Annette Messager illustrates the label of 2017 Château Mouton Rothschild
Every year since 1945, a famous artist has been given complete freedom to create an original artwork for the label of the vintage to be released.
The owners of Château Mouton Rothschild, Philippe Sereys de Rothschild, Camille Sereys de Rothschild and Julien de Beaumarchais de Rothschild, gave the commission for the label of the 2017 vintage to the French artist Annette Messager, born in 1943. Hailed throughout the world for her creative talents, she takes objects, shapes and words from everyday life to create a world of sometimes joyful, sometimes alarming poetry, marked by her feminist convictions.
Annette Messager’s work for Mouton is titled “Hallelujah”. In an approach that is both realistic and symbolic, she combines two substances, milk and wine, which the Bible often associates with each other, hymning the virtues of both.
Focus on the artist, Annette Messager
Born in Berck in northern France in 1943, the French visual and graphic artist Annette Messager has held exhibitions in leading museums from Paris to London, Tokyo and New York, and won the most prestigious awards, including the Golden Lion at the Venice Biennale in 2005 and the Praemium Imperiale in Japan in 2016.
Reflecting her insatiable curiosity, her work ranges from drawings and three-dimensional assemblies to monumental installations. Unafraid of either different forms or sensitive issues, Annette Messager started out by imagining falsely intimate collector’s albums under shifting identities, treating subjects such as childhood, marriage, men, proverbs, love, mushrooms, things that must be done and things that mustn’t, and everyday words, those you say out loud and those you keep to yourself.
Later, those words would take shape and come to life, as in fairy tales where naturalized animal creatures watch puppets swaying, where body parts come together to form a circle or triangle, and where chimeras dance on walls while textile shapes breathe or manes of hair take wing.

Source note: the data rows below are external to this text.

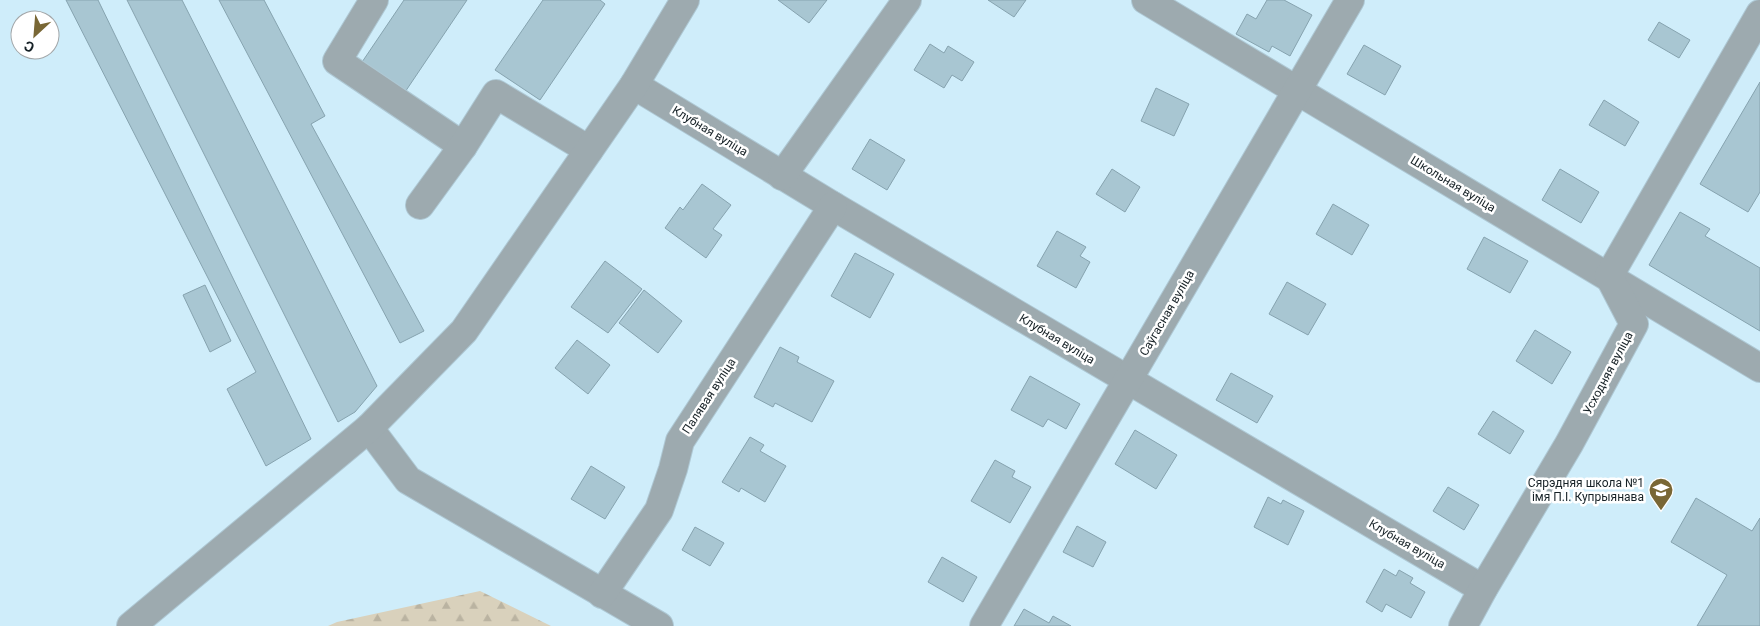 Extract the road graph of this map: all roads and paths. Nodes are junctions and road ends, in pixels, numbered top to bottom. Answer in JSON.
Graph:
{"nodes":[{"id":1,"x":374,"y":0,"type":"edge"},
{"id":2,"x":685,"y":0,"type":"edge"},
{"id":3,"x":906,"y":0,"type":"edge"},
{"id":4,"x":1146,"y":0,"type":"edge"},
{"id":5,"x":1350,"y":0,"type":"edge"},
{"id":6,"x":1760,"y":14,"type":"edge"},
{"id":7,"x":634,"y":86,"type":"junction"},
{"id":8,"x":1297,"y":91,"type":"junction"},
{"id":9,"x":463,"y":146,"type":"junction"},
{"id":10,"x":589,"y":150,"type":"junction"},
{"id":11,"x":782,"y":176,"type":"junction"},
{"id":12,"x":420,"y":205,"type":"dead end"},
{"id":13,"x":833,"y":206,"type":"junction"},
{"id":14,"x":1609,"y":276,"type":"junction"},
{"id":15,"x":1760,"y":368,"type":"edge"},
{"id":16,"x":1128,"y":381,"type":"junction"},
{"id":17,"x":368,"y":428,"type":"junction"},
{"id":18,"x":1483,"y":589,"type":"junction"},
{"id":19,"x":602,"y":594,"type":"junction"},
{"id":20,"x":131,"y":626,"type":"edge"},
{"id":21,"x":659,"y":626,"type":"edge"},
{"id":22,"x":984,"y":626,"type":"edge"},
{"id":23,"x":1462,"y":626,"type":"edge"}],
"edges":[{"from":1,"to":9,"type":"street"},
{"from":2,"to":7,"type":"street"},
{"from":3,"to":11,"type":"street"},
{"from":4,"to":8,"type":"street","name":"Школьная вуліца"},
{"from":5,"to":8,"type":"street","name":"Саўгасная вуліца"},
{"from":6,"to":14,"type":"street"},
{"from":7,"to":10,"type":"street"},
{"from":7,"to":11,"type":"street","name":"Клубная вуліца"},
{"from":8,"to":14,"type":"street","name":"Школьная вуліца"},
{"from":8,"to":16,"type":"street","name":"Саўгасная вуліца"},
{"from":9,"to":10,"type":"street"},
{"from":9,"to":12,"type":"street"},
{"from":10,"to":17,"type":"street"},
{"from":11,"to":13,"type":"street","name":"Клубная вуліца"},
{"from":13,"to":16,"type":"street","name":"Клубная вуліца"},
{"from":13,"to":19,"type":"street","name":"Палявая вуліца"},
{"from":14,"to":15,"type":"street","name":"Школьная вуліца"},
{"from":14,"to":18,"type":"street","name":"Усходняя вуліца"},
{"from":16,"to":18,"type":"street","name":"Клубная вуліца"},
{"from":16,"to":22,"type":"street","name":"Саўгасная вуліца"},
{"from":17,"to":19,"type":"street"},
{"from":17,"to":20,"type":"street"},
{"from":18,"to":23,"type":"street","name":"Усходняя вуліца"},
{"from":19,"to":21,"type":"street"}]}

Bearing the imprint of her feminist convictions, her work asks questions of the world as it is, with its rules and its limits, while at the same time surpassing and subverting it, joyfully and iconoclastically. The prisms through which Annette Messager’s work shows life can evoke contrasting emotions, from bilious humour to rose-tinted optimism, black despair to the red mist of anger, for everything; love, play, bestiality, torture; is present in it.